* **Data records**
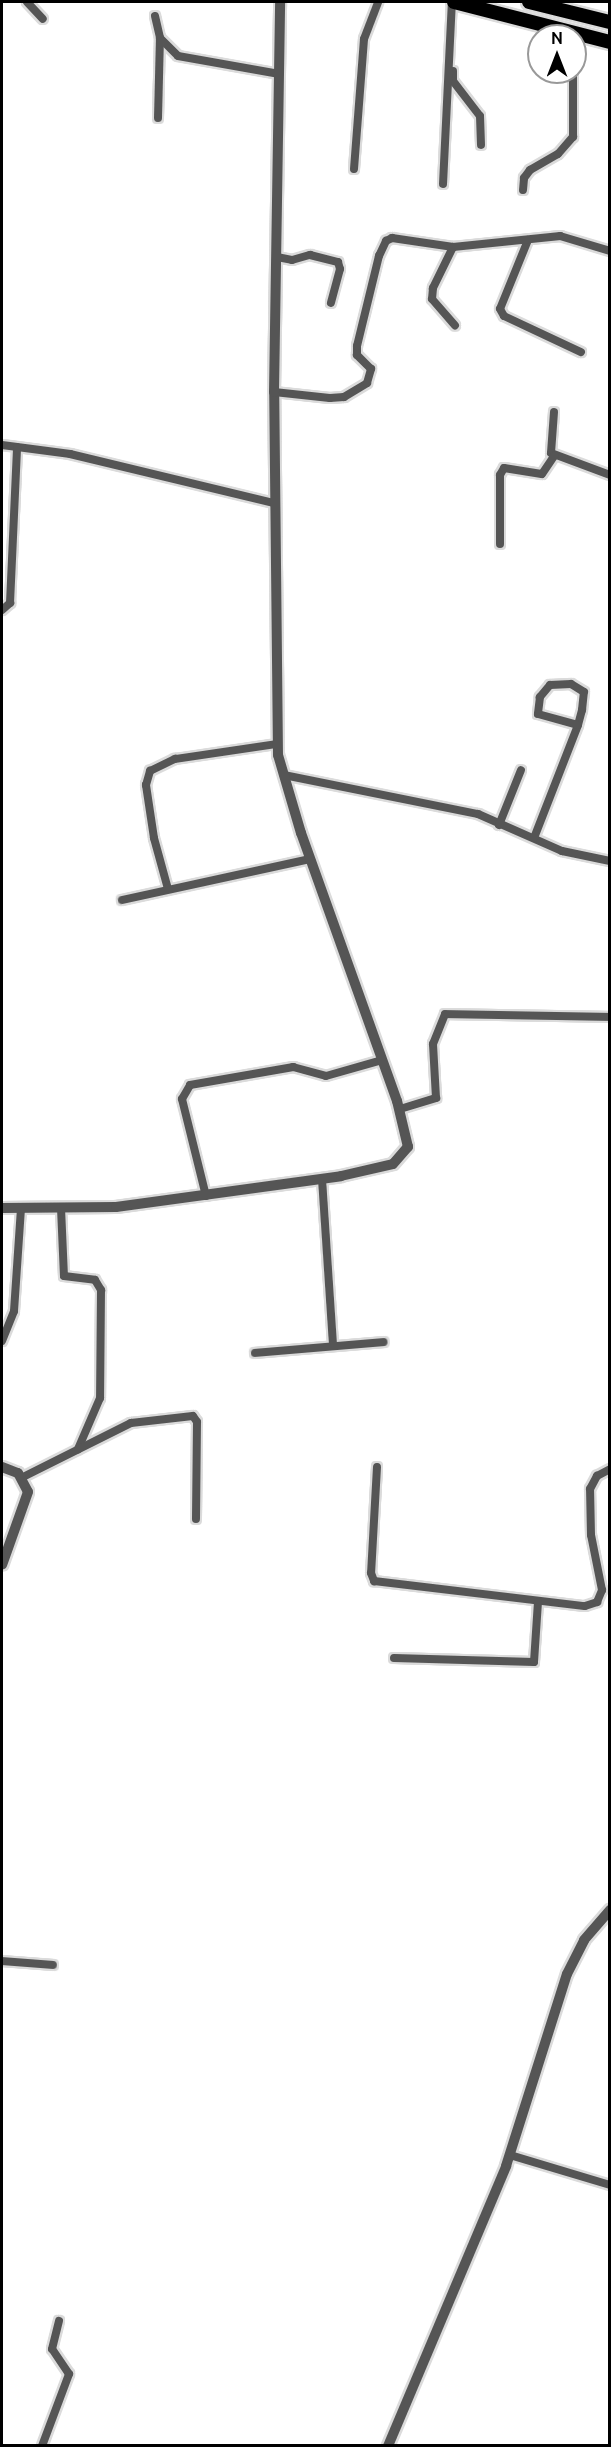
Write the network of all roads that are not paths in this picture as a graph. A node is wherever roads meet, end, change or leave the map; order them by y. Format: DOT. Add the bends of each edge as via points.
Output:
graph roads {
  1 [pos="27,2"];
  2 [pos="280,2"];
  3 [pos="378,2"];
  4 [pos="453,2"];
  5 [pos="530,2"];
  6 [pos="154,16"];
  7 [pos="43,19"];
  8 [pos="452,21"];
  9 [pos="609,22"];
  10 [pos="536,24"];
  11 [pos="587,37"];
  12 [pos="160,38"];
  13 [pos="609,42"];
  14 [pos="279,74"];
  15 [pos="573,84"];
  16 [pos="158,118"];
  17 [pos="481,145"];
  18 [pos="354,170"];
  19 [pos="443,184"];
  20 [pos="523,190"];
  21 [pos="528,240"];
  22 [pos="453,248"];
  23 [pos="609,251"];
  24 [pos="277,257"];
  25 [pos="331,303"];
  26 [pos="455,325"];
  27 [pos="581,352"];
  28 [pos="274,392"];
  29 [pos="554,412"];
  30 [pos="2,445"];
  31 [pos="17,447"];
  32 [pos="554,456"];
  33 [pos="609,475"];
  34 [pos="274,503"];
  35 [pos="500,544"];
  36 [pos="2,610"];
  37 [pos="578,725"];
  38 [pos="278,744"];
  39 [pos="520,770"];
  40 [pos="284,775"];
  41 [pos="499,825"];
  42 [pos="534,838"];
  43 [pos="310,859"];
  44 [pos="609,861"];
  45 [pos="168,889"];
  46 [pos="122,900"];
  47 [pos="609,1017"];
  48 [pos="382,1060"];
  49 [pos="400,1110"];
  50 [pos="322,1179"];
  51 [pos="206,1196"];
  52 [pos="2,1208"];
  53 [pos="21,1208"];
  54 [pos="61,1208"];
  55 [pos="2,1341"];
  56 [pos="384,1342"];
  57 [pos="333,1346"];
  58 [pos="255,1353"];
  59 [pos="78,1449"];
  60 [pos="2,1467"];
  61 [pos="376,1467"];
  62 [pos="609,1470"];
  63 [pos="22,1477"];
  64 [pos="196,1519"];
  65 [pos="2,1565"];
  66 [pos="538,1602"];
  67 [pos="394,1658"];
  68 [pos="609,1910"];
  69 [pos="2,1961"];
  70 [pos="53,1965"];
  71 [pos="510,2155"];
  72 [pos="609,2184"];
  73 [pos="59,2320"];
  74 [pos="42,2445"];
  75 [pos="388,2445"];
  1 -- 7 [label="street"];
  2 -- 14 [label="street"];
  3 -- 18 [label="street" via="364,39"];
  4 -- 8 [label="street"];
  4 -- 10 [label="highway"];
  5 -- 9 [label="highway"];
  6 -- 12 [label="street"];
  8 -- 17 [label="street" via="453,81 480,116"];
  8 -- 19 [label="street"];
  11 -- 13 [label="highway"];
  12 -- 14 [label="street" via="187,60"];
  12 -- 16 [label="street"];
  14 -- 24 [label="street"];
  15 -- 20 [label="street" via="573,137 558,154 530,170 524,178"];
  21 -- 22 [label="street"];
  21 -- 23 [label="street" via="560,236"];
  21 -- 27 [label="street" via="500,309 504,316"];
  22 -- 26 [label="street" via="432,299"];
  22 -- 28 [label="street" via="403,238 386,241 357,346 360,360 371,369 367,383 344,397"];
  24 -- 25 [label="street" via="292,260 310,255 338,261 340,269"];
  24 -- 28 [label="street"];
  28 -- 34 [label="street"];
  29 -- 32 [label="street" via="556,423 550,449"];
  30 -- 31 [label="street"];
  31 -- 34 [label="street" via="70,454"];
  31 -- 36 [label="street" via="10,603"];
  32 -- 33 [label="street"];
  32 -- 35 [label="street" via="542,474 504,468 500,475"];
  34 -- 38 [label="street"];
  37 -- 37 [label="street" via="538,714 540,697 550,686 571,684 584,692"];
  37 -- 42 [label="street"];
  38 -- 40 [label="street"];
  38 -- 45 [label="street" via="175,759 150,771 146,784"];
  39 -- 41 [label="street"];
  40 -- 41 [label="street" via="462,811"];
  40 -- 43 [label="street"];
  41 -- 42 [label="street"];
  42 -- 44 [label="street" via="562,851"];
  43 -- 45 [label="street"];
  43 -- 48 [label="street"];
  45 -- 46 [label="street"];
  47 -- 49 [label="street" via="445,1014 433,1044 435,1098"];
  48 -- 49 [label="street"];
  48 -- 51 [label="street" via="326,1076 292,1067 190,1085 182,1099"];
  49 -- 50 [label="street" via="408,1147 403,1157 368,1171"];
  50 -- 51 [label="street"];
  50 -- 57 [label="street"];
  51 -- 54 [label="street" via="116,1207"];
  52 -- 53 [label="street"];
  53 -- 54 [label="street"];
  53 -- 55 [label="street" via="14,1311"];
  54 -- 59 [label="street" via="64,1276 70,1280 92,1279 100,1287 100,1398"];
  56 -- 57 [label="street"];
  57 -- 58 [label="street"];
  59 -- 63 [label="street"];
  59 -- 64 [label="street" via="137,1422 193,1416 197,1422"];
  60 -- 63 [label="street"];
  61 -- 66 [label="street" via="371,1573 374,1581"];
  62 -- 66 [label="street" via="597,1476 590,1489 591,1535 602,1586 599,1598 585,1606"];
  63 -- 65 [label="street" via="27,1500"];
  66 -- 67 [label="street" via="534,1662"];
  68 -- 71 [label="street" via="584,1940 567,1974"];
  69 -- 70 [label="street"];
  71 -- 72 [label="street"];
  71 -- 75 [label="street"];
  73 -- 74 [label="street" via="52,2349 69,2374"];
}
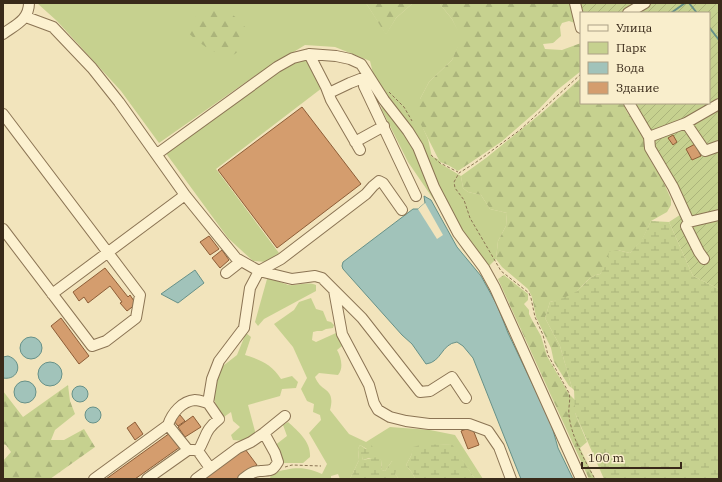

* **Task objective**
Each line of the entries that contains the word "graph" should be listed.

* **The answer**
Write the network of all roads that are not paths in this picture as a graph. A node is wherever roads meet, end, change or leave the map; order them by y. Format: DOT. Add the bends of each edge as via points.
graph roads {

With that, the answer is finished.